治療の方針を決める責任者です。病状・治療・今後の見通しの説明はここから。診察のときに聞きたいことをメモしておくと聞きそびれを防げます。介護保険を申請すると「主治医意見書」を書くのもこの先生です(意見書と申請の記事)。

👩‍⚕️ 病棟の看護師

資格:看護師(国家資格)

入院中、いちばん身近な存在です。体調の変化・痛み・眠れない・不安——生活と体のことは何でもまず看護師へ。医師に言いにくいことを橋渡ししてもらうこともできます。

🤝 医療ソーシャルワーカー(MSW)

「医療ソーシャルワーカー」は職名。多くは社会福祉士・精神保健福祉士(国家資格)の資格を持っています

病院の「よろず相談窓口」で、社会福祉の専門職です。入院費が心配・制度が分からない・退院後の生活が不安・転院や施設を考えたい——治療以外の困りごとはMSWへ。地域連携室・患者支援センターなどの部署にいます。「相談したい」と看護師に伝えれば取り次いでもらえます。

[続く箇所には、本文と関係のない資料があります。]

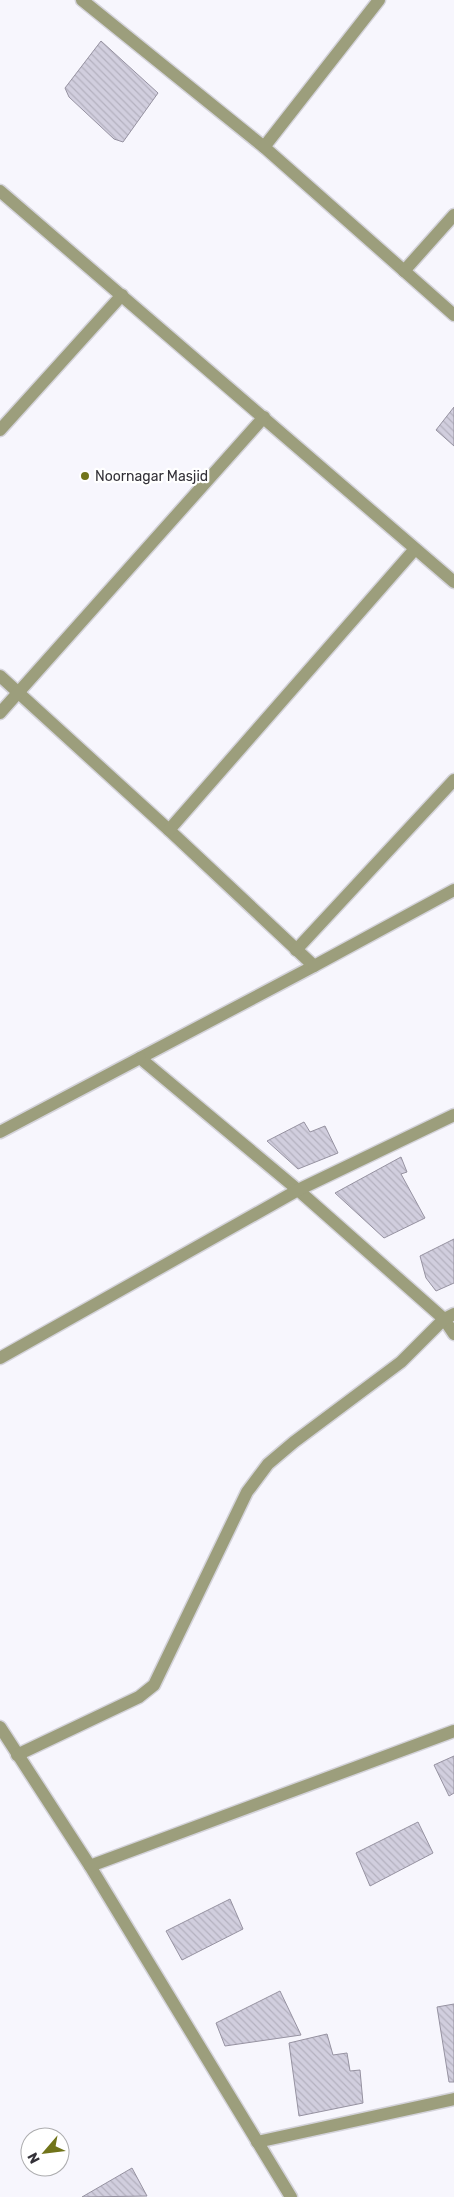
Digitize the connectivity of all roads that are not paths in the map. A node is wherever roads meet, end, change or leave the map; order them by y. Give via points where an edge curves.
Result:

なお、お金の相談では、MSWはすべてを自分で解決する人ではなく、事情を聞いて合った窓口につなぐ「入口」です。たとえば高額療養費は、今はマイナ保険証を使えば窓口の支払いが自動的に上限までになりますし(入院費用の記事)、支払い方法の相談は医事課、生活保護の相談は役所(福祉事務所)、生活にお困りのときは生活困窮者の相談窓口(自立相談支援機関。名称は自治体によりさまざま)が担当です。「どこに行けばいいか分からない」段階で話せば、この振り分けをしてもらえます。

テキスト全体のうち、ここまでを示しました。